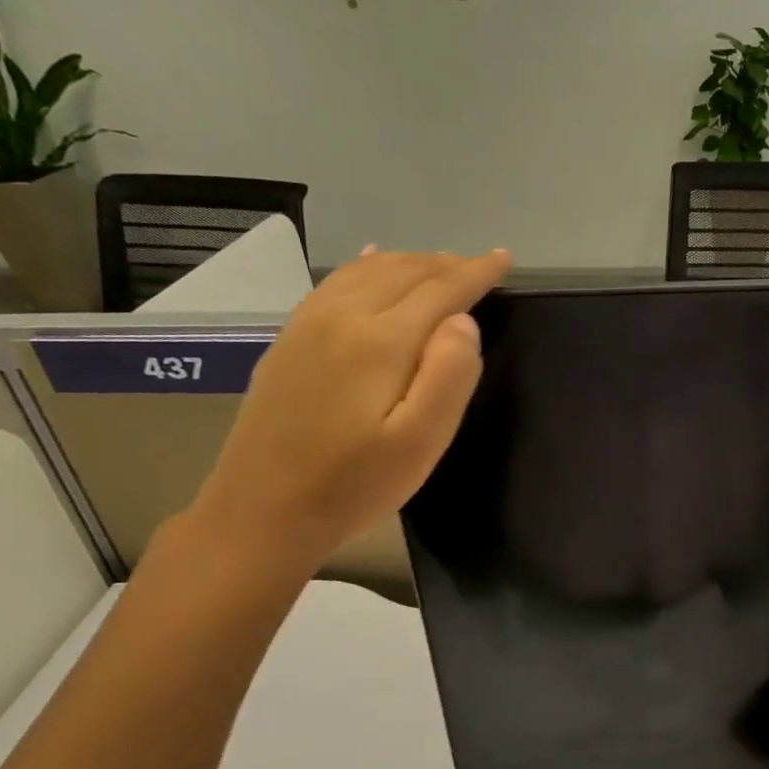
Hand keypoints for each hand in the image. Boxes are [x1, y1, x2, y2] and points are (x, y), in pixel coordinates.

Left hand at [194, 248, 510, 568]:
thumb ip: (449, 376)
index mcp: (380, 340)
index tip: (505, 259)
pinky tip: (373, 261)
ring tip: (442, 266)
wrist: (263, 510)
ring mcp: (309, 324)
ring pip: (370, 271)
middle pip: (405, 272)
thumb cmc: (354, 484)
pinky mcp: (290, 338)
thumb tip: (463, 321)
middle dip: (448, 265)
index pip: (441, 290)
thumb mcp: (420, 443)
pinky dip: (367, 265)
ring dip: (412, 262)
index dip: (477, 273)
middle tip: (482, 266)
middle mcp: (343, 316)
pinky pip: (336, 281)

**********

§ To do: Each line from the one that holds "wrist: (263, 510)" to the end of the records above should be transcribed exactly, both ends included.

§ Exercise output:
wrist: (263, 510)
ring mcp: (309, 324)
ring pip: (370, 271)
middle pip: (405, 272)
thumb cmc: (354, 484)
pinky mcp: (290, 338)
thumb tip: (463, 321)
middle dip: (448, 265)
index pip: (441, 290)
thumb mcp: (420, 443)
pinky dip: (367, 265)
ring dip: (412, 262)
index dip: (477, 273)
middle tip: (482, 266)
middle mcp: (343, 316)
pinky pip: (336, 281)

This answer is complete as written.